IL CRISTIANO E LA DISOBBEDIENZA. DARE A DIO

Porta Portese – giornale del 12 agosto 1988 – Viterbo e provincia

IL CRISTIANO E LA DISOBBEDIENZA. DARE A DIO

Ho letto l’articolo “DARE A CESARE” apparso sul numero due di UNUCI (la rivista dell’Unione Nazionale Ufficiali in Congedo D’Italia) del 10/4/1988. Si tratta di una critica contro quei parroci del triveneto che oltre al Vangelo avrebbero predicato l’evasione fiscale al fine di sottrarre alle casse dello Stato risorse per gli armamenti.

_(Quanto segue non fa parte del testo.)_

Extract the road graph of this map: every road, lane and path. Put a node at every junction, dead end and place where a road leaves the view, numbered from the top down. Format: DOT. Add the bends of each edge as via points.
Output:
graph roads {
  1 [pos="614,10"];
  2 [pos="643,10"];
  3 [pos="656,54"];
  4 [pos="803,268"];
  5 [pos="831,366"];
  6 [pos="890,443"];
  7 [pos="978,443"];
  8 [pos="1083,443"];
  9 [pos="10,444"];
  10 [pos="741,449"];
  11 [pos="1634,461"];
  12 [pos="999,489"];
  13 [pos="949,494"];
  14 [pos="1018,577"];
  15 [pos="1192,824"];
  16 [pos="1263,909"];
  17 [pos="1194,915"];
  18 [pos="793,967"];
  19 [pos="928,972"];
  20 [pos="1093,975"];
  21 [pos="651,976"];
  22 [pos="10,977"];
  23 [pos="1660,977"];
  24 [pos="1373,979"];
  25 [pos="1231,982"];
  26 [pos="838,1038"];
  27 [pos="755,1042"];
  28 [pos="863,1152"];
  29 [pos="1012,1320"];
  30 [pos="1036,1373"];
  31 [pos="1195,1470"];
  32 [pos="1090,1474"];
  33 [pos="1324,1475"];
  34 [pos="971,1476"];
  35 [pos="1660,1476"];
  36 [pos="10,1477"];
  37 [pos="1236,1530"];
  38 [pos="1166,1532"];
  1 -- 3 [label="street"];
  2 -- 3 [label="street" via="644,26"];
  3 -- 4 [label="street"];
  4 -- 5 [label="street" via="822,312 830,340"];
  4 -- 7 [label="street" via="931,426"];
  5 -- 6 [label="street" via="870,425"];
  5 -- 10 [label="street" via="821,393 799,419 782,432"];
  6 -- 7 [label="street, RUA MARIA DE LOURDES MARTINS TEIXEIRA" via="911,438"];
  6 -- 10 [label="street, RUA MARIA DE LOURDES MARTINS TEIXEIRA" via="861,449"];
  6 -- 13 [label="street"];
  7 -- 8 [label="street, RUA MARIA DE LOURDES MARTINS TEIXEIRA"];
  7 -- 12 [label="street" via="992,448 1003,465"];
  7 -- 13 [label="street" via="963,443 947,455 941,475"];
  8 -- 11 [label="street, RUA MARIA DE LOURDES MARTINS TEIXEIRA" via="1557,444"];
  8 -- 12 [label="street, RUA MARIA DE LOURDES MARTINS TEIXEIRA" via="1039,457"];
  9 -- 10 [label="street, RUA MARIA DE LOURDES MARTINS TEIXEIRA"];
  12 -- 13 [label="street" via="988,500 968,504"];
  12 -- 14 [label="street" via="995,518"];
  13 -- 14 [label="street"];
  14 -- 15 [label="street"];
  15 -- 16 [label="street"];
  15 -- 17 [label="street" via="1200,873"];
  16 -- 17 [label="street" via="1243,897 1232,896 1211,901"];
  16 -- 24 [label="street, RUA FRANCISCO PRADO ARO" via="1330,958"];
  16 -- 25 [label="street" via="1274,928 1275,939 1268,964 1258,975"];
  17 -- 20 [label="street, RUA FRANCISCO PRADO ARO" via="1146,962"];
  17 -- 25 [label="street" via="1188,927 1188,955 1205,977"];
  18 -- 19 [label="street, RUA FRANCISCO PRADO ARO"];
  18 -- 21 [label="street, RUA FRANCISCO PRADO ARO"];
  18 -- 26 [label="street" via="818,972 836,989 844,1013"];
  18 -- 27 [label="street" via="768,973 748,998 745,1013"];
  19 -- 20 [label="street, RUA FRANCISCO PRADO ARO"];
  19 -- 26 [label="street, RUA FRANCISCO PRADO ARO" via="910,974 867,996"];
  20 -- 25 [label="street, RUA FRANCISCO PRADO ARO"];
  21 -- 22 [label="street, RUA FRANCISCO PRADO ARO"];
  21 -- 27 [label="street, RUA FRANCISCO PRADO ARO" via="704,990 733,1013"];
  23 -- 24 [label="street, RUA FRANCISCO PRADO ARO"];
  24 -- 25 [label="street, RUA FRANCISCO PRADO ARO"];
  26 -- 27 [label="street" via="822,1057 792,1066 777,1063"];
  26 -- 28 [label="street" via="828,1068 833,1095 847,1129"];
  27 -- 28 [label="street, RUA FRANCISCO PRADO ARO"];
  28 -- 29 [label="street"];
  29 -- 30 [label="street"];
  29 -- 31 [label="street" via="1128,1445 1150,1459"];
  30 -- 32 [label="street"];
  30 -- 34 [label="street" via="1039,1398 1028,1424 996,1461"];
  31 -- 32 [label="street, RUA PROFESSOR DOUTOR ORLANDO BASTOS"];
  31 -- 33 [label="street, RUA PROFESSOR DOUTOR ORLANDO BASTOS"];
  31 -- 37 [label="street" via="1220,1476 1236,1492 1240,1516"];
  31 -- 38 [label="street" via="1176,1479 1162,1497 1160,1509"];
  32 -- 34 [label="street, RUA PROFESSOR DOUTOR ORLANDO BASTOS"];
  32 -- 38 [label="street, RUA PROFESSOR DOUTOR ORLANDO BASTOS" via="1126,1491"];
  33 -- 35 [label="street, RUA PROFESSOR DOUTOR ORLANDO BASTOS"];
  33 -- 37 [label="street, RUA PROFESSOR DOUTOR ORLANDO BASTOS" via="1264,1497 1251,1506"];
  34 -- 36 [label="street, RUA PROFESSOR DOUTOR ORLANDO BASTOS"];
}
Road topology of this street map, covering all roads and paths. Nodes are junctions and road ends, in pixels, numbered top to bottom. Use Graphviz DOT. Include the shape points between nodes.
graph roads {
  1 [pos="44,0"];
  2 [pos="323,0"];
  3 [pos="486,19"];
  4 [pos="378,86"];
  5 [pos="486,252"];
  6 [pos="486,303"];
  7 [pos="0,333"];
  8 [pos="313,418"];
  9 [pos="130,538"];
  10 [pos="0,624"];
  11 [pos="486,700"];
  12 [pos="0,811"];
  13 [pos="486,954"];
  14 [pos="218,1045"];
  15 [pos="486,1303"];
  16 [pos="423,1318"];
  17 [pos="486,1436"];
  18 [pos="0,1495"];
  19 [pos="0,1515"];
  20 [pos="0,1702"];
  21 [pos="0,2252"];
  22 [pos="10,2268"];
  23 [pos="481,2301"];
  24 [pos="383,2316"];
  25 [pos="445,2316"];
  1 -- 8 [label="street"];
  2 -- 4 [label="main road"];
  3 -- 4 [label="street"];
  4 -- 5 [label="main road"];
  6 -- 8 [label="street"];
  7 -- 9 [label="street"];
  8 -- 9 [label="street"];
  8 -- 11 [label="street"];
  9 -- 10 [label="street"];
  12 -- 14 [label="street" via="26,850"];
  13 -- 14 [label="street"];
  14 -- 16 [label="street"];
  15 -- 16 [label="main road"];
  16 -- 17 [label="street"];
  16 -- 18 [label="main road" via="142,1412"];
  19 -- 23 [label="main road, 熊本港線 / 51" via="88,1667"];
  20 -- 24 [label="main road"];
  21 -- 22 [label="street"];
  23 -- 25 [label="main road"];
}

In tale articolo, oltre a sottolineare il fatto che si sarebbe andati oltre l’opera di apostolato e che i sacerdoti dovrebbero limitarsi al solo ministero del culto, si citano quegli articoli della Costituzione che fanno riferimento al sacro dovere della difesa della Patria e quelli che fissano gli obblighi fiscali del cittadino. Inoltre, per sottolineare il “non senso” dell’iniziativa di quei parroci, si rammentano tutte quelle attività della Chiesa ufficiale (discorsi del Pontefice e l’opera senz’altro meritoria dell’Ordinariato militare) per sostenere una affinità fra il Cattolicesimo e le istituzioni militari. L’articolo si chiude citando quella celebre risposta di Gesù alla domanda se fosse lecito oppure no pagare le tasse; domanda formulata dai provocatori farisei intenzionati di compromettere comunque il Maestro o nei confronti degli occupanti. romani o dei patrioti Israeliti. Come è noto, Gesù chiese agli interroganti di chi fosse l’immagine apposta sulla moneta in corso e ricevutane la risposta disse: “Date a Cesare quel che è di Cesare e a Dio quel che è di Dio”.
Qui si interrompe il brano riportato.